Project Type: Professional Development Program
Funds awarded in 1997: $47,960.00
Projected End Date: 12/31/1999
Matching Non-Federal Funds: $63,000.00
Region: North Central
State: South Dakota
Project Coordinator:
Ann Krush
Center for Permaculture as a Native Science

Annual Reports


  • Agronomic: flax, potatoes, sunflower
  • Fruits: berries (other), cherries, grapes, melons, plums
  • Nuts: hazelnuts
  • Vegetables: artichokes, beets, broccoli, cabbages, carrots, cucurbits, onions, peppers, rutabagas, sweet corn, tomatoes, turnips
  • Additional Plants: tobacco, native plants
  • Animals: bees


  • Animal Production: herbal medicines, preventive practices
  • Crop Production: windbreaks
  • Education and Training: demonstration, display, extension, farmer to farmer, mentoring, networking, study circle
  • Natural Resources/Environment: habitat enhancement, hedgerows, wildlife
  • Pest Management: field monitoring/scouting, prevention, mulching - vegetative
  • Production Systems: permaculture
  • Soil Management: composting, organic matter


    The Center for Permaculture as Native Science guides an on-going program of Earth-related activities on the Rosebud Lakota Reservation in south central South Dakota. In the 1997-99 period, SARE_PDP supported learning and outreach practice by Program Assistants in a project titled “Outreach Education for Permaculture as Native Science.” Most education is hands-on and on-site in the neighborhood of each Program Assistant. Topics/actions lead to sustainability and care of the environment; they include food gardening; shelterbelt planting for protection, conservation and gathering; nutrition and health education for prevention of diabetes; family honeybees; renewable energy; and Lakota Youth activities.

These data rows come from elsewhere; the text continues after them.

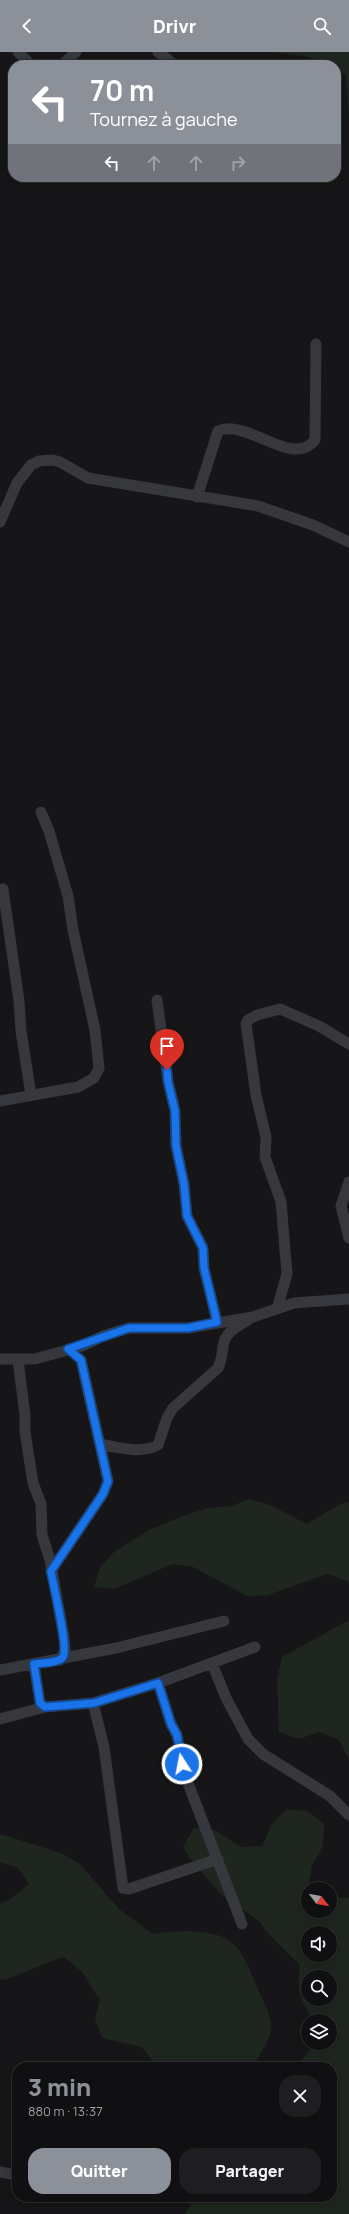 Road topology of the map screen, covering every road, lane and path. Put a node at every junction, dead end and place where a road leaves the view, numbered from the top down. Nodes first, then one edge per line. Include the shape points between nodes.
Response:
1 (18, 52) edge
2 (76, 52) edge
3 (158, 52) edge
4 (26, 60) edge
5 (67, 60) edge
6 (168, 60) edge
7 (316, 344) dead end
8 (197, 497) junction
9 (0, 522) edge
10 (349, 542) edge
11 (41, 812) dead end
12 (3, 889) dead end
13 (157, 1000) dead end
14 (349, 1044) edge
15 (31, 1095) junction
16 (0, 1101) edge
17 (349, 1182) edge
18 (349, 1238) edge
19 (349, 1299) edge
20 (277, 1309) junction
21 (253, 1317) junction
22 (217, 1322) junction
23 (68, 1349) junction
24 (0, 1359) edge
25 (18, 1360) junction
26 (100, 1444) junction
27 (51, 1571) junction
28 (224, 1621) dead end
29 (255, 1647) dead end
30 (60, 1660) junction
31 (212, 1663) junction
32 (34, 1664) junction
33 (0, 1670) edge
34 (158, 1683) junction
35 (94, 1703) junction
36 (45, 1707) junction
37 (0, 1719) edge
38 (349, 1815) edge
39 (218, 1859) junction
40 (242, 1924) dead end
41 (0, 2172) edge
42 (12, 2174) edge

1 - 4 street
2 - 5 street
3 - 6 street
7 - 8 street via 315,440 301,451 232,429 218,430
8 - 9 street via 88,478 56,460 39,461 31,465 17,483
8 - 10 street via 258,506 313,525
11 - 15 street via 68,896 95,1030 99,1068 94,1078 78,1087
12 - 15 street
13 - 22 street via 168,1082 175,1111 176,1146 184,1184 187,1216 203,1248 204,1268
14 - 20 street via 319,1026 280,1009 257,1015 246,1024 256,1095 266,1137 265,1157 281,1202 288,1274
15 - 16 street
17 - 18 street via 341,1206
19 - 20 street via 302,1302
20 - 21 street
21 - 22 street
21 - 26 street via 227,1334 218,1368 173,1408 166,1418 158,1445 129,1450
22 - 23 street via 188,1328 129,1328
23 - 25 street via 35,1359
23 - 26 street via 81,1360
24 - 25 street
25 - 27 street via 26,1440 34,1490 41,1504 42,1535
26 - 27 street via 107,1487
27 - 30 street via 66,1650
28 - 30 street
29 - 31 street
30 - 32 street
31 - 34 street
31 - 38 street via 226,1698 248,1739 263,1754 330,1796
32 - 33 street
32 - 36 street via 40,1703
34 - 35 street
34 - 39 street via 177,1735 186,1778
35 - 36 street
35 - 39 street via 104,1747 123,1888 129,1889
36 - 37 street
39 - 40 street
41 - 42 street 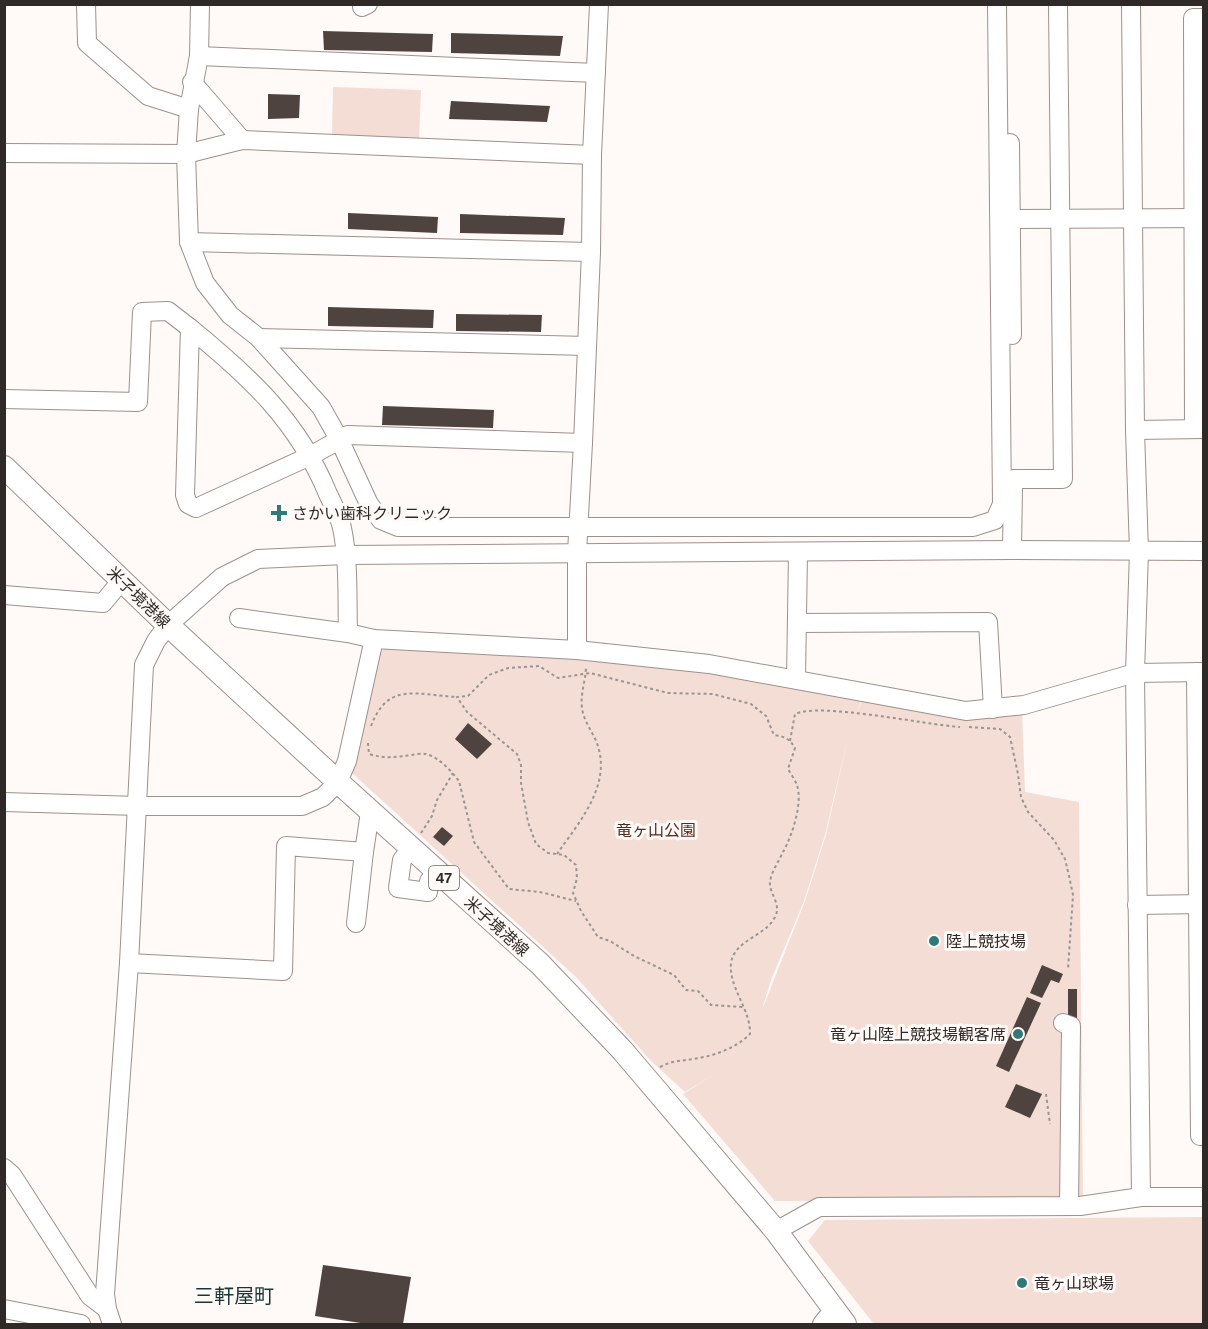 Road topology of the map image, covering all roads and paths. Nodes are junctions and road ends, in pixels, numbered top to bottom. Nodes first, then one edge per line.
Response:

    During the two SARE-supported years, special advances were made in self-confidence and leadership skills of the Program Assistants; in quantity and quality of food gardens to the point of establishing and supplying community WIC Farmers Markets; in interest and actual tree planting; in renewed pride in gathering and drying; in establishment of honeybee hives; and in renewable energy education, small applications and preparation for home-site installations. Youth involvement increased manifold and Elders became more willing to participate and share their knowledge.

    Project objectives:

    1) that participants put workshop education into practice, ie, more families begin/continue food gardening within a community permaculture design

    2) that program outreach personnel and others begin community projects of planting and care

    3) that program outreach personnel gain self-confidence and develop relationships with similar personnel such as Extension, NRCS

    4) that nearby Extensionists join the efforts of the Outreach programs

    5) that Permaculture as Native Science be brought to the school kids

    Any opinions, findings, conclusions, or recommendations expressed in this publication are those of the author(s) and do not necessarily reflect the view of the U.S. Department of Agriculture or SARE.